→ Task item
Where a line below has the string "PONT" in it, include it in the count, and give that count alone.

═════ Task data

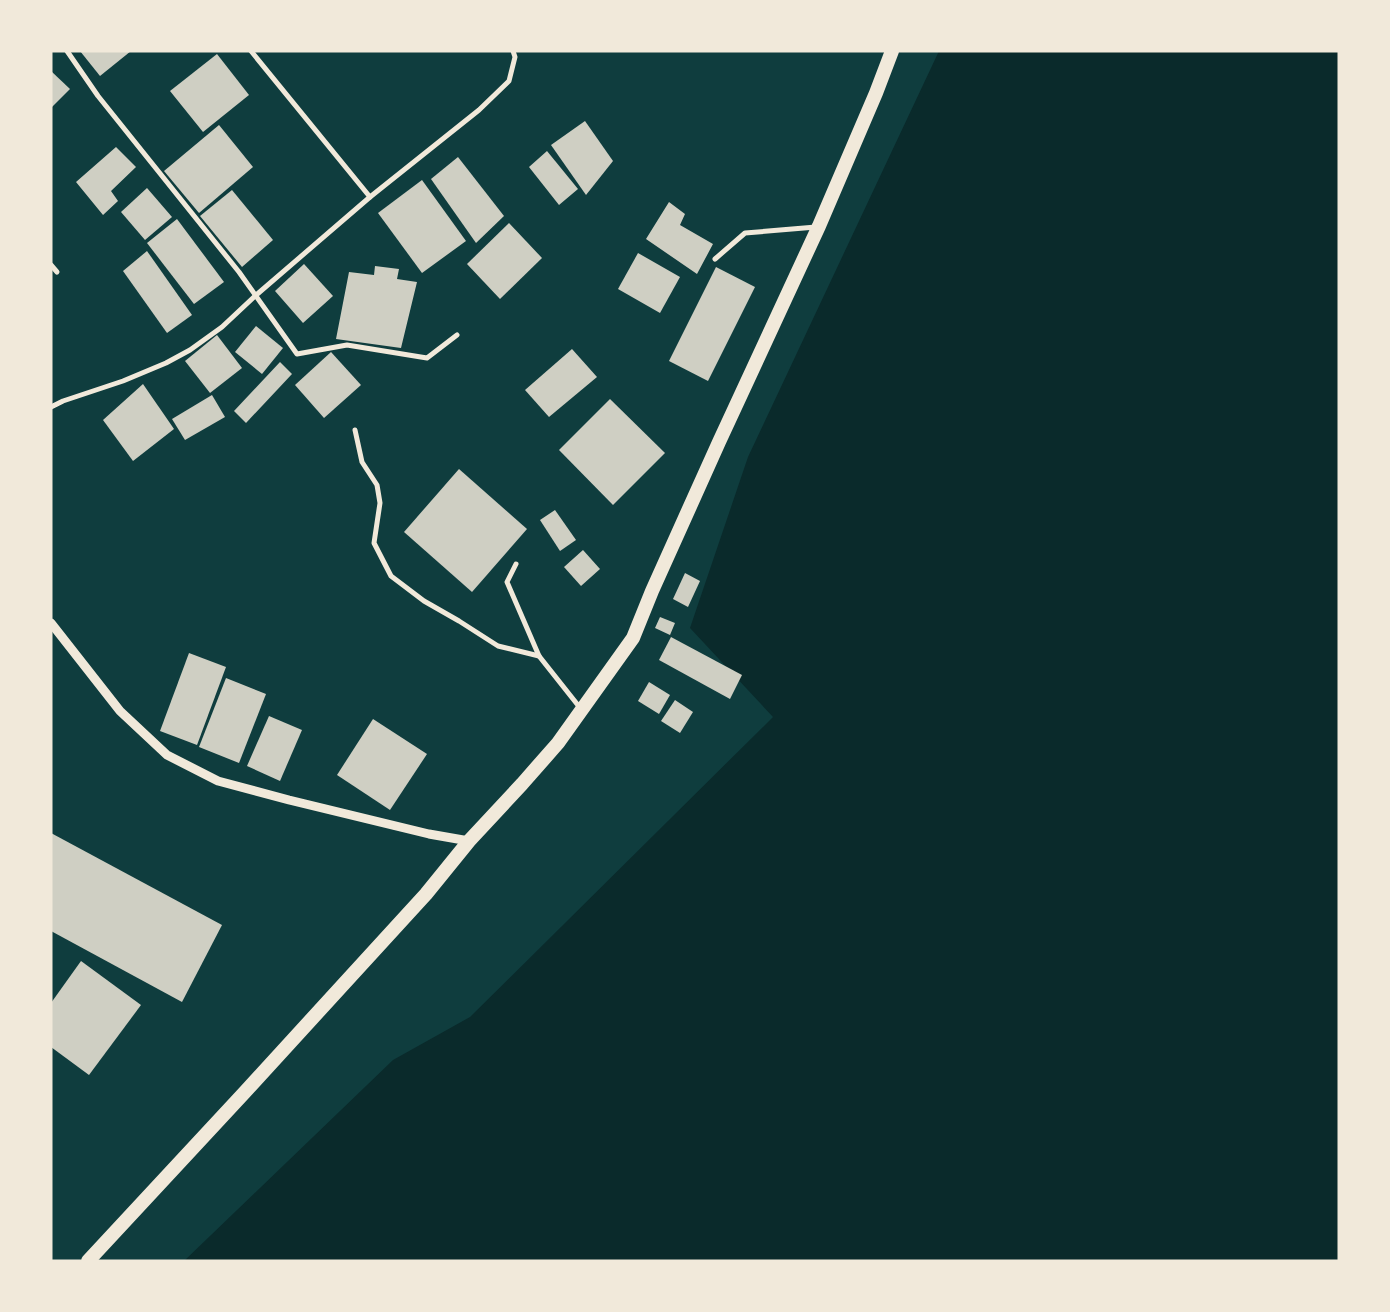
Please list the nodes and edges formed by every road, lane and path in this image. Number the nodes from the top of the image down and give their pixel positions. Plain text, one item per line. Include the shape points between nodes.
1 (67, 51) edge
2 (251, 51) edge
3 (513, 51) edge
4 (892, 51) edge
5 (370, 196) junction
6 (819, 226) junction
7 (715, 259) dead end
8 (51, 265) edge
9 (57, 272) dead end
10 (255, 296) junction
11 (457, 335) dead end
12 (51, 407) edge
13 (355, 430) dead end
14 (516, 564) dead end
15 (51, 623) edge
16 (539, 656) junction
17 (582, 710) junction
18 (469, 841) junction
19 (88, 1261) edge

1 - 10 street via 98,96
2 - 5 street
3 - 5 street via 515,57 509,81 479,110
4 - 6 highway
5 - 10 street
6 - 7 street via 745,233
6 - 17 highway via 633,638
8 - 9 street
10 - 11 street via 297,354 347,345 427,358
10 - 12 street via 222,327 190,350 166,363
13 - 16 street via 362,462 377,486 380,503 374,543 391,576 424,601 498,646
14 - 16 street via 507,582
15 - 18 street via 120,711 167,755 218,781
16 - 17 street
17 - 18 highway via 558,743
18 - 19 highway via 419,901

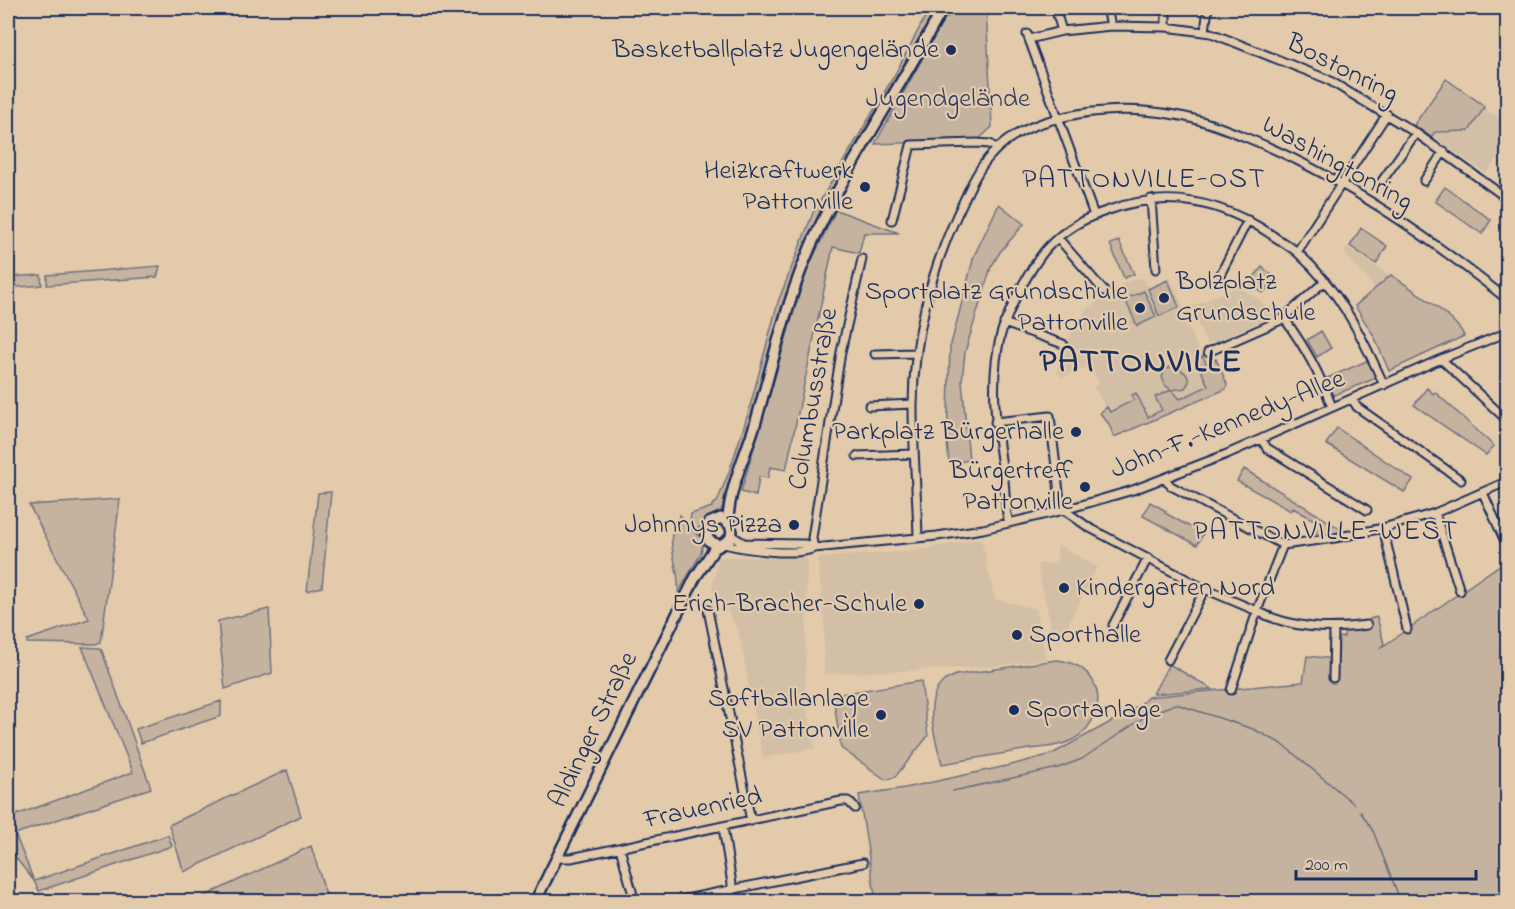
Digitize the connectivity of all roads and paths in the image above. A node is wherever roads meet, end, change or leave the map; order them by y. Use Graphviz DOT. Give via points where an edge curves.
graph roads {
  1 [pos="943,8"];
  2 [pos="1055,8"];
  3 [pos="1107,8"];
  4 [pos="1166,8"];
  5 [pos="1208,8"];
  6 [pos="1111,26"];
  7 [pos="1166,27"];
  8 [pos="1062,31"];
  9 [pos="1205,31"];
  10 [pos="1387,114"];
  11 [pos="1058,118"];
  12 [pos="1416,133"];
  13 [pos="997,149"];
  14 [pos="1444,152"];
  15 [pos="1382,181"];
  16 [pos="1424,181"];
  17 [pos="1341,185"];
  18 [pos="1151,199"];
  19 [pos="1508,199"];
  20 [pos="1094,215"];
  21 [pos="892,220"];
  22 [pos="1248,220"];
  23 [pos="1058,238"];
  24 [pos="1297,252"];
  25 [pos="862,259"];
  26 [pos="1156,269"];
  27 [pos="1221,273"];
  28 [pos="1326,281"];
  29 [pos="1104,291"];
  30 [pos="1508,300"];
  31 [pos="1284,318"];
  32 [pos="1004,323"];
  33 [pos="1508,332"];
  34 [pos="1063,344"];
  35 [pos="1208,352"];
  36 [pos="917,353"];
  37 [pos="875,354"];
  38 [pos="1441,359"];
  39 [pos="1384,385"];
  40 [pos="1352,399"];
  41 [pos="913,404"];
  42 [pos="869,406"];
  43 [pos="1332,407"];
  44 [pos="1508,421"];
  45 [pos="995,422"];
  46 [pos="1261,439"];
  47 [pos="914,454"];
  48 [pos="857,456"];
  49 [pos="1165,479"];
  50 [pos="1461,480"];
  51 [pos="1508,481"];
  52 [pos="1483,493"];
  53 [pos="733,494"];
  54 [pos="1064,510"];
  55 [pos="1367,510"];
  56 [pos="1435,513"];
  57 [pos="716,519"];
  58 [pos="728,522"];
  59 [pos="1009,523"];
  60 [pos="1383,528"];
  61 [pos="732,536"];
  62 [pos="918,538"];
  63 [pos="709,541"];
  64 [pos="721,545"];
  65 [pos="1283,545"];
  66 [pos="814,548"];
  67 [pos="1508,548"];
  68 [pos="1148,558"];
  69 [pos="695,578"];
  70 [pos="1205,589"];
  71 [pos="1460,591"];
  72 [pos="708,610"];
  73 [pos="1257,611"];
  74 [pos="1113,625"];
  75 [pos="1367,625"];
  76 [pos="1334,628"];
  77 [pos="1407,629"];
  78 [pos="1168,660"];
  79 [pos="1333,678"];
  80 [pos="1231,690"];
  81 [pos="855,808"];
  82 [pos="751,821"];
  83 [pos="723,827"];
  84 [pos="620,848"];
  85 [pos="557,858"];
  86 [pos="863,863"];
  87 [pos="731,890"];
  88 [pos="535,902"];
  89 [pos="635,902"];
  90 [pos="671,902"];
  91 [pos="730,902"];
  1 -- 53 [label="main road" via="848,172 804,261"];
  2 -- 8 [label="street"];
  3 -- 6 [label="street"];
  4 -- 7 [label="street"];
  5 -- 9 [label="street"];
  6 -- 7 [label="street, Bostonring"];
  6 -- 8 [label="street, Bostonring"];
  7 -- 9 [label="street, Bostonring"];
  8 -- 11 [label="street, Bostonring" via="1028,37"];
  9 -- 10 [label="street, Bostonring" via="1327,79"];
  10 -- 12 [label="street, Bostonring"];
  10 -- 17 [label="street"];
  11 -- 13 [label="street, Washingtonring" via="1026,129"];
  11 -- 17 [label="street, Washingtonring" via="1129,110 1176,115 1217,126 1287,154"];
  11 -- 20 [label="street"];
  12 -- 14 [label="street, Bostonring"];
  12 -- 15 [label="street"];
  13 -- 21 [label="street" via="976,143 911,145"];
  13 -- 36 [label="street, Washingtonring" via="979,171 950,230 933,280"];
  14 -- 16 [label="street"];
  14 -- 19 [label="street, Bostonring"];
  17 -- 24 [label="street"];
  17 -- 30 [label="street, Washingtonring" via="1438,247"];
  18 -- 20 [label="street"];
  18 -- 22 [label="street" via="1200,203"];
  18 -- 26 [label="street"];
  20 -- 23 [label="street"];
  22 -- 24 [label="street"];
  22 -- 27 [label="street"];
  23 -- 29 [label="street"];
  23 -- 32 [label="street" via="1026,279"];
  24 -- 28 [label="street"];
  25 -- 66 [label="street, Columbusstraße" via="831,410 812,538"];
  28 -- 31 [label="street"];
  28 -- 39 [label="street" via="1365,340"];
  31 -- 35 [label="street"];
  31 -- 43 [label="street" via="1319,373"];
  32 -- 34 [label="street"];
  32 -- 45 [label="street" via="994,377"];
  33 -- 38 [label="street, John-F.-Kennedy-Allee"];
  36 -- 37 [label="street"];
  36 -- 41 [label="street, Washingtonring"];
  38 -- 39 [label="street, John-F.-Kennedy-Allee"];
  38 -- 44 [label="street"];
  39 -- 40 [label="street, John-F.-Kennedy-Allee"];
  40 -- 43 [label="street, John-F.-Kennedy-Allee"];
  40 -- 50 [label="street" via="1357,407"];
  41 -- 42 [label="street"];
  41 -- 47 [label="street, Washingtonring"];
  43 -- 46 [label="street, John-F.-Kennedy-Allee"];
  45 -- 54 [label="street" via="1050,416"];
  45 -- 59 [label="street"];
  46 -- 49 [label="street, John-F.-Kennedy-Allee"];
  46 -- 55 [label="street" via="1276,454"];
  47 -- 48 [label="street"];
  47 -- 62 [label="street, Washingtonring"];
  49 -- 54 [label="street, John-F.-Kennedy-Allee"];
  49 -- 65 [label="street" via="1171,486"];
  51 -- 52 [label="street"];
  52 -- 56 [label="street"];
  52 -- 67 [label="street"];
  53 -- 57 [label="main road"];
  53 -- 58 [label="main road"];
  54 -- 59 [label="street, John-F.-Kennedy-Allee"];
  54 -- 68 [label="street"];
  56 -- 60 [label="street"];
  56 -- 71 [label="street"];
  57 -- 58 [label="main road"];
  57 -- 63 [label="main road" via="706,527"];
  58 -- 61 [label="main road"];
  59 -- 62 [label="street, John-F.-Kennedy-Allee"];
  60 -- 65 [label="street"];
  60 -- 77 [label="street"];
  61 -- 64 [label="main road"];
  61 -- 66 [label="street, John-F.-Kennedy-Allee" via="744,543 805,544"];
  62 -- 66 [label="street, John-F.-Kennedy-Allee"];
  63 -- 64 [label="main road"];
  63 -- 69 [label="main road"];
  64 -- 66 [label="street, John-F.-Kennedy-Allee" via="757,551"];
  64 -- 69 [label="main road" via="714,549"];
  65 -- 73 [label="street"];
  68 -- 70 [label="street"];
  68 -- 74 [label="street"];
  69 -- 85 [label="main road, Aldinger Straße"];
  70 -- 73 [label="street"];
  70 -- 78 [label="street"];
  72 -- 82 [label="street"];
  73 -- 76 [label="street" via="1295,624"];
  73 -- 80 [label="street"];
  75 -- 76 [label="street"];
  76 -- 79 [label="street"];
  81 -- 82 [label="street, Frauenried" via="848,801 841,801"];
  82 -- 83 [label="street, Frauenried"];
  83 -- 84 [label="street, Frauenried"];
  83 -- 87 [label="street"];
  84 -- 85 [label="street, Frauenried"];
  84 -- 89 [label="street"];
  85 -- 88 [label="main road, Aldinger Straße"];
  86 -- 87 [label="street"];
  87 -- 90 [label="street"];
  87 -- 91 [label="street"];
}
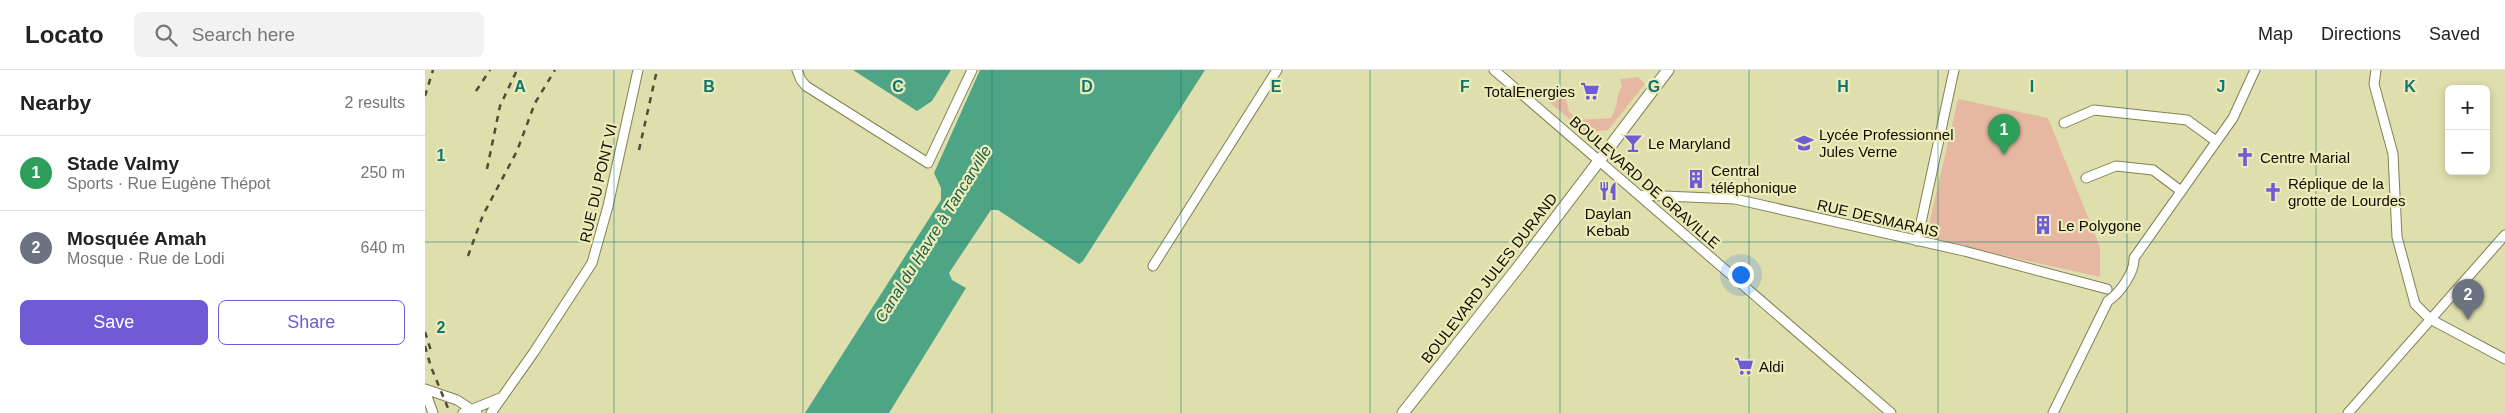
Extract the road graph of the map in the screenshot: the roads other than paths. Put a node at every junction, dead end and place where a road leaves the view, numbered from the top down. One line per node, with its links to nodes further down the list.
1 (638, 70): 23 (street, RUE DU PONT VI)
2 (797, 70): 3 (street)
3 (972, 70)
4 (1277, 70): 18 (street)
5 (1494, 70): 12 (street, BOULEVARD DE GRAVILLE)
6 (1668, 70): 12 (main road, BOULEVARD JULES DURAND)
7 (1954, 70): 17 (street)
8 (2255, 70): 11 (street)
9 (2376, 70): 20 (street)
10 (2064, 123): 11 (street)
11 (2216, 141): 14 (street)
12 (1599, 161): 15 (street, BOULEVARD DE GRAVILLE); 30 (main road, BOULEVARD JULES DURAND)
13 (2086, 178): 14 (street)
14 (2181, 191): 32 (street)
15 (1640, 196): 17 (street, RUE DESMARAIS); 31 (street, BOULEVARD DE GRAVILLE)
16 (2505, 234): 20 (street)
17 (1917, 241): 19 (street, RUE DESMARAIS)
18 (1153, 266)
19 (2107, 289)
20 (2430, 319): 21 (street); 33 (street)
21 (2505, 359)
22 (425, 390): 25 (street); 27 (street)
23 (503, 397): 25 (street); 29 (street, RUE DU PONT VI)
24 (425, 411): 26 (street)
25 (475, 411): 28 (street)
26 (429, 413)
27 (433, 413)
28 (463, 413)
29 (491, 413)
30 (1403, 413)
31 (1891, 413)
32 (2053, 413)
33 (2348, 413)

══════════

→ Problem solution
2